Please visit my Christmas page...its all about tradition:

http://www.equineobsession.com/bravelittle...9/Christmas.htm

But unfortunately, when these things, sons and daughters marry, and give you grandkids and then they all marry.......you are talking now about decades and generations evolved and grew the family tree and lots of new blood now added in the pedigree. And with that comes change and many differences that we may not like or approve of. Don't get so defensive because they don't want to eat gophers anymore.

Maybe with this extended pedigree, they aren't all straight and upright any more. Maybe some aren't flagging their tails with gusto and spirit, and maybe there's some that aren't as submissive like we would have wanted in our people herd. The tree has branched out and they all are different and things have changed over time, a long time. Guessin' that is what makes the world go round.

We wish, we pray, they would all appreicate and respect what goes on at the old homestead. And I'm betting you they do. I'm willing to guess they appreicate the old values and way it used to be more than you could ever know; their heritage. And that is what they are really comeing back to you for as the matriarch of the family. You are their roots and they know this and that is why they are really coming back. Has nothing to do with your menu.

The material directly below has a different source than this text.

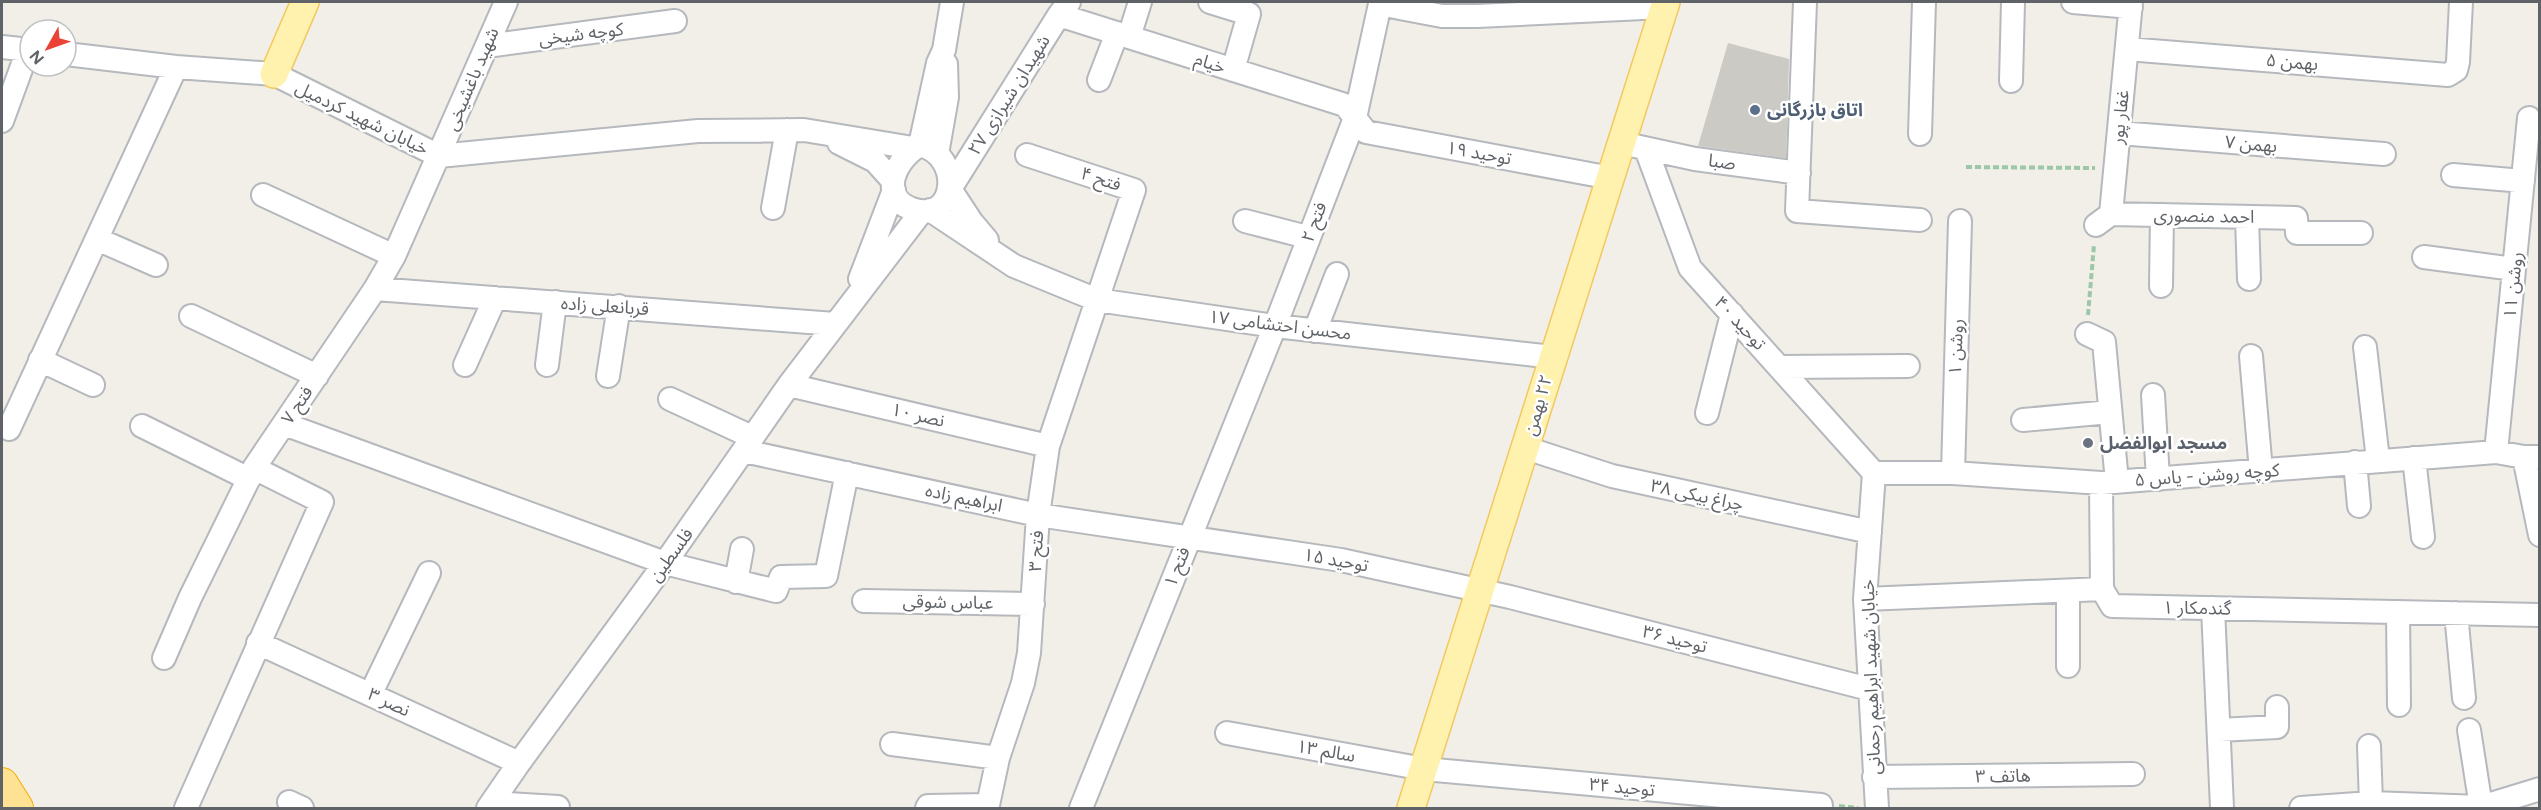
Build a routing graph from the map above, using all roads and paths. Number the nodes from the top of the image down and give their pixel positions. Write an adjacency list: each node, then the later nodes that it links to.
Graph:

So let it be dang it and go get some blasted lettuce ready dear lady. They LOVE YOU!
 
I'm all for balance (within reason).........A green salad, a vegie platter.......etc..... AND, why can't they bring some things too? When ever we participate in big family gatherings, we ALWAYS contribute.
 
I would take the view that anyone mentioning in advance that they are vegetarian does so with the idea that the hostess should be made aware of the fact so that special menu items will be provided. Otherwise, why mention it?

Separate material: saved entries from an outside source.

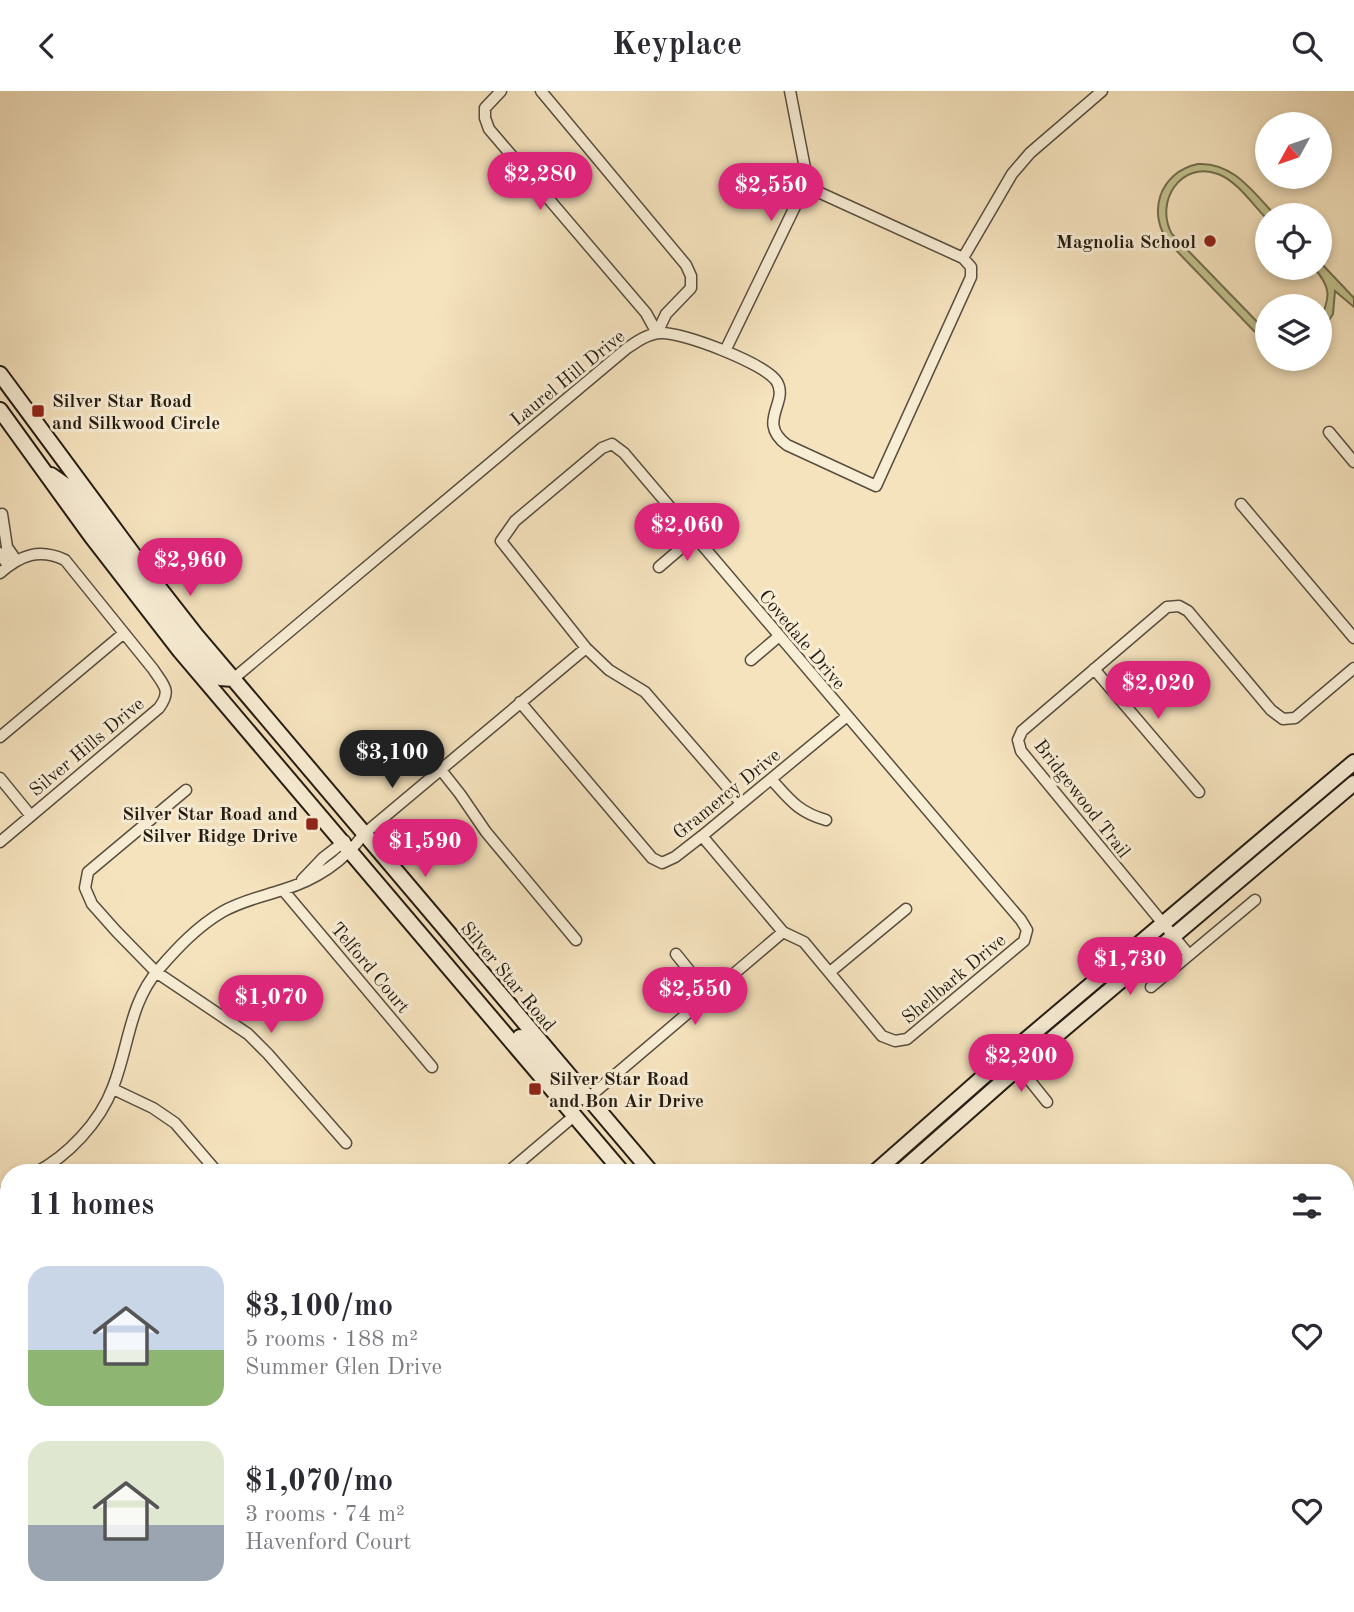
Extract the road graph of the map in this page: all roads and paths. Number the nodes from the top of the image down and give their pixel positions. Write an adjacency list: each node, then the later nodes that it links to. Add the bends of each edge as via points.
1 (501, 91): 7 (street, via 485,108 489,129 646,313)
2 (541, 91): 7 (street, via 686,265 691,288 666,314)
3 (790, 91): 5 (street)
4 (1102, 91): 6 (street, via 1021,163)
5 (806, 186): 6 (street); 8 (street)
6 (963, 258): 8 (street, via 971,267 971,277 876,486 779,439 773,414 780,393 778,383)
7 (657, 333): 8 (street, via 671,333); 29 (street, Laurel Hill Drive, via 626,348)
8 (725, 351)
9 (2, 383): 21 (main road, Silver Star Road)
10 (0, 410): 13 (main road)
11 (1329, 432): 12 (street)
12 (1354, 462)
13 (45, 471): 20 (main road); 21 (main road, via 68,487 134,573)
14 (1241, 504): 24 (street)
15 (0, 521): 18 (street, via 2,514)
16 (694, 537): 19 (street); 23 (street, Covedale Drive); 25 (street, Covedale Drive, via 612,444 515,521 501,541)
17 (0, 553): 18 (street)
18 (8, 566): 22 (street, Silver Hills Drive, via 32,553 65,560)
19 (659, 567)
20 (126, 583): 29 (main road, via 147,593 213,674); 46 (main road)
21 (160, 588): 29 (main road, Silver Star Road)
22 (124, 633): 32 (street); 41 (street, Silver Hills Drive, via 160,679 167,697)
23 (778, 636): 26 (street); 31 (street, Covedale Drive)
24 (1354, 638)
25 (586, 648): 30 (street); 40 (street, via 609,670 645,692)
26 (751, 660)
27 (1354, 668): 28 (street, Bridgewood Trail, via 1295,718 1283,719 1179,606 1167,607)
28 (1094, 669): 39 (street); 50 (street, Bridgewood Trail, via 1021,731 1018,740 1021,751)
29 (233, 679): 43 (main road, Silver Star Road)
30 (520, 702): 34 (street); 44 (street, Gramercy Drive, via 652,858 662,863)
31 (846, 717): 36 (street, Gramercy Drive); 54 (street, Covedale Drive, via 1021,920 1027,930)
32 (0, 737)
33 (1354, 762): 50 (main road)
34 (441, 770): 43 (street); 53 (street)
35 (0, 778): 41 (street)
36 (771, 779): 40 (street, Gramercy Drive); 42 (street, via 795,806)
37 (1354, 783): 52 (main road)
38 (186, 790): 57 (street, via 88,872 85,888 92,904)
39 (1199, 792)
40 (741, 803): 44 (street, Gramercy Drive)
41 (31, 816): 45 (street, Silver Hills Drive)
42 (826, 820)
43 (363, 834): 46 (street); 65 (main road, Silver Star Road)
44 (702, 837): 51 (street, Shellbark Drive)
45 (0, 842)
46 (347, 846): 47 (street, via 323,858 300,883); 60 (main road)
47 (283, 890): 57 (street, via 223,911 194,931); 62 (street, Telford Court)
48 (1255, 900): 56 (street)
49 (906, 909): 58 (street)
50 (1162, 924): 52 (street, Bridgewood Trail); 74 (main road)
51 (783, 932): 58 (street, Shellbark Drive, via 804,942); 61 (street)
52 (1174, 937): 56 (street, Bridgewood Trail); 63 (main road)
53 (576, 940)
54 (1024, 941): 58 (street, Shellbark Drive, via 908,1039 882,1036)
55 (676, 954): 61 (street)
56 (1188, 955): 59 (street)
57 (156, 972): 64 (street, via 131,1019); 68 (street, via 248,1034)
58 (830, 972)
59 (1151, 987)
60 (472, 995): 65 (main road, via 495,1009 573,1095); 67 (main road)
61 (709, 995): 65 (street)
62 (432, 1067)
63 (1019, 1067): 66 (street); 75 (main road)
64 (113, 1089): 69 (street, via 98,1117); 70 (street, via 174,1123)
65 (588, 1098): 73 (main road, Silver Star Road)
66 (1047, 1102)
67 (573, 1116): 71 (street); 72 (main road)
68 (346, 1143)
69 (54, 1164)
70 (210, 1164)
71 (517, 1164)
72 (615, 1164)
73 (644, 1164)
74 (884, 1164)
75 (910, 1164)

Possibly so the host/hostess did not take offense that they did not eat many of the bountiful offerings.

When I have guests with special dietary needs, I try to have a couple of items that they can eat and others will also enjoy. Now, some situations cannot be accommodated -- i.e. orthodox Jewish who keep kosher, sorry, just not set up. Several friends of mine are diabetic and I give consideration to them with foods selected, the preparation, etc. I don't have to change my entire buffet, just a couple things
default_biggrin.png
 
Well, my DH is allergic to anything Cow Dairy and it is every bit as bad as a peanut allergic. Could kill him. I have a diary allergy too but not as bad as DS. However.. I can't eat anything with added salt,, if I did.. would send me to the ER.

One reason I don't go places much,, even when DH was working. I find a lot people that have never had a life threatening food allergy, are willing to understand. I always get.. a little won't hurt you. Yet, they are not the ones that have been rushed to the ER.

So not to put people out, so not to offend anyone when we tell them we can't eat what they made and/or.. so they don't have to have safe food for us. We just don't go anywhere.

When we used to have guests over.. they ate what my family ate. Never knowing there was no added salt or dairy and they loved the food!! Then again, I am used to cooking this way and know how to make good tasting food!
default_laugh.png


When we used to visit my family, wayyyy back when.. we always took a couple of dishes of food over.. Plenty to share and to make sure we had something to eat. Most of my family has some kind of special needs.. so it was no bother.
 
Last edited by a moderator:
If the vegans died on their way to your family gathering, would you regret a little bit all this negativity about food choices?

Don't sweat the small stuff. Never know what tomorrow will bring.